### [WHAT THE TASK REQUIRES]
Scan the data below and copy each line where "center" occurs.

### [DATA FOR THE TASK]
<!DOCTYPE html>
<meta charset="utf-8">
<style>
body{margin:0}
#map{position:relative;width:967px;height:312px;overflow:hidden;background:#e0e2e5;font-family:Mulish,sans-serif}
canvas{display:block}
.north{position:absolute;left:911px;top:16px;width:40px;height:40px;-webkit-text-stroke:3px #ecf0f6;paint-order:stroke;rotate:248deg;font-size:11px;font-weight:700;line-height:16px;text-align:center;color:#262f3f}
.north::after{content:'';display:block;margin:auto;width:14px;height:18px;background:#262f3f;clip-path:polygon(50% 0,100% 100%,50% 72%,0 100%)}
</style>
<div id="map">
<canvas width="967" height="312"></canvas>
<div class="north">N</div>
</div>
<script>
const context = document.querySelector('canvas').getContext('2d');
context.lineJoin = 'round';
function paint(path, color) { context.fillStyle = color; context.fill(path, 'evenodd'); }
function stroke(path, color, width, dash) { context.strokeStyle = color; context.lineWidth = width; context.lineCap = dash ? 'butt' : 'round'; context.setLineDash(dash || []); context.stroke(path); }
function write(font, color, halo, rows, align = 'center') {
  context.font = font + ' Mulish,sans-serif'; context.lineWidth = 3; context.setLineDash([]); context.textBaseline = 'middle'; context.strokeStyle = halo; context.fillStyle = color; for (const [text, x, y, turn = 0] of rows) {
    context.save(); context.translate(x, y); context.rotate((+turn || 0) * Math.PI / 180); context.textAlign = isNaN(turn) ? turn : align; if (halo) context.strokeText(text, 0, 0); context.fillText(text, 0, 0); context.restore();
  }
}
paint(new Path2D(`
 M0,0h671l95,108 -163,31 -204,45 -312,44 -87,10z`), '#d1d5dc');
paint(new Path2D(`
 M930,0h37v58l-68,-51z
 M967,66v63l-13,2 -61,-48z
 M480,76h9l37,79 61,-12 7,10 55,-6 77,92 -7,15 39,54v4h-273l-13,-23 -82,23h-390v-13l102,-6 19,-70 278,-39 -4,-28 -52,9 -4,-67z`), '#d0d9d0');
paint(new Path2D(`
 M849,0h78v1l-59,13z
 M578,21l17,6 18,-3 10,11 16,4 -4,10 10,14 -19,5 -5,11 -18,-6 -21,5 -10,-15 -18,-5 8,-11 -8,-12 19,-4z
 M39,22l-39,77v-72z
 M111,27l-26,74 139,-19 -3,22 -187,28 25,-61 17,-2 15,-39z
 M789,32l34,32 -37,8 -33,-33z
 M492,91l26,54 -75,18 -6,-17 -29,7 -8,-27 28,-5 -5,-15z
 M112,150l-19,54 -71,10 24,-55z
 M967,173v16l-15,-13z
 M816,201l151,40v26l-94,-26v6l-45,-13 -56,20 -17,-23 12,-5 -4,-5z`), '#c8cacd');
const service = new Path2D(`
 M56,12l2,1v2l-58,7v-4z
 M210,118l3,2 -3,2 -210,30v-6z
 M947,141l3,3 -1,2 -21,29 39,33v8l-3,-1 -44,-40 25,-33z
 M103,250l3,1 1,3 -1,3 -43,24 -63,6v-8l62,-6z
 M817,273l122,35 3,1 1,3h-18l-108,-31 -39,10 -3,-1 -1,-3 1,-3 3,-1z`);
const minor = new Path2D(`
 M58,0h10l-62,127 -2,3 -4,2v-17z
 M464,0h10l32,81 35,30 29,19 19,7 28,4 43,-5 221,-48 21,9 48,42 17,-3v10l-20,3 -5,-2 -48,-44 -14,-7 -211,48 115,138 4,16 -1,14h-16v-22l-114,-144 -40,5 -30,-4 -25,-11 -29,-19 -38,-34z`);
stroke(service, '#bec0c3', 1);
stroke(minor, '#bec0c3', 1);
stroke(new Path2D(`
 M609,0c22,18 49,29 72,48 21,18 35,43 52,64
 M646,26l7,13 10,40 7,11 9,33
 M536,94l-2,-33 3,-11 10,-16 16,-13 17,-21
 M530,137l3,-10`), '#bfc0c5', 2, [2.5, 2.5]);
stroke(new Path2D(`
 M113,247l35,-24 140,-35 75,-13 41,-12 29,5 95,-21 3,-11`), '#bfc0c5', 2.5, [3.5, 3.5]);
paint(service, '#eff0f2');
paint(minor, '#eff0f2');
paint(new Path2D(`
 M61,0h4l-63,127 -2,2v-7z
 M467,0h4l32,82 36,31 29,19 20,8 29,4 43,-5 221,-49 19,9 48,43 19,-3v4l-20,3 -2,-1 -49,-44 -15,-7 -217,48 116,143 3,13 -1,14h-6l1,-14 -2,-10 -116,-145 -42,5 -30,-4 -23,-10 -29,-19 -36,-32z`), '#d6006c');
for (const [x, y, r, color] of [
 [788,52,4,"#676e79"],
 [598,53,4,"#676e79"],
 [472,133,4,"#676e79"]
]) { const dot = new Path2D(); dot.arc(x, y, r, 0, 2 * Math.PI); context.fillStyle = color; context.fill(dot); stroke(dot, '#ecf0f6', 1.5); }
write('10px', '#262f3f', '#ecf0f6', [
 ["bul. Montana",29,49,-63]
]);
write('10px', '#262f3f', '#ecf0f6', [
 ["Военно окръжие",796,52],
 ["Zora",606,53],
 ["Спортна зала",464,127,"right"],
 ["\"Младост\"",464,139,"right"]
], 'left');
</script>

### [OUTPUT FOR THIS TASK]
.north{position:absolute;left:911px;top:16px;width:40px;height:40px;-webkit-text-stroke:3px #ecf0f6;paint-order:stroke;rotate:248deg;font-size:11px;font-weight:700;line-height:16px;text-align:center;color:#262f3f}
function write(font, color, halo, rows, align = 'center') {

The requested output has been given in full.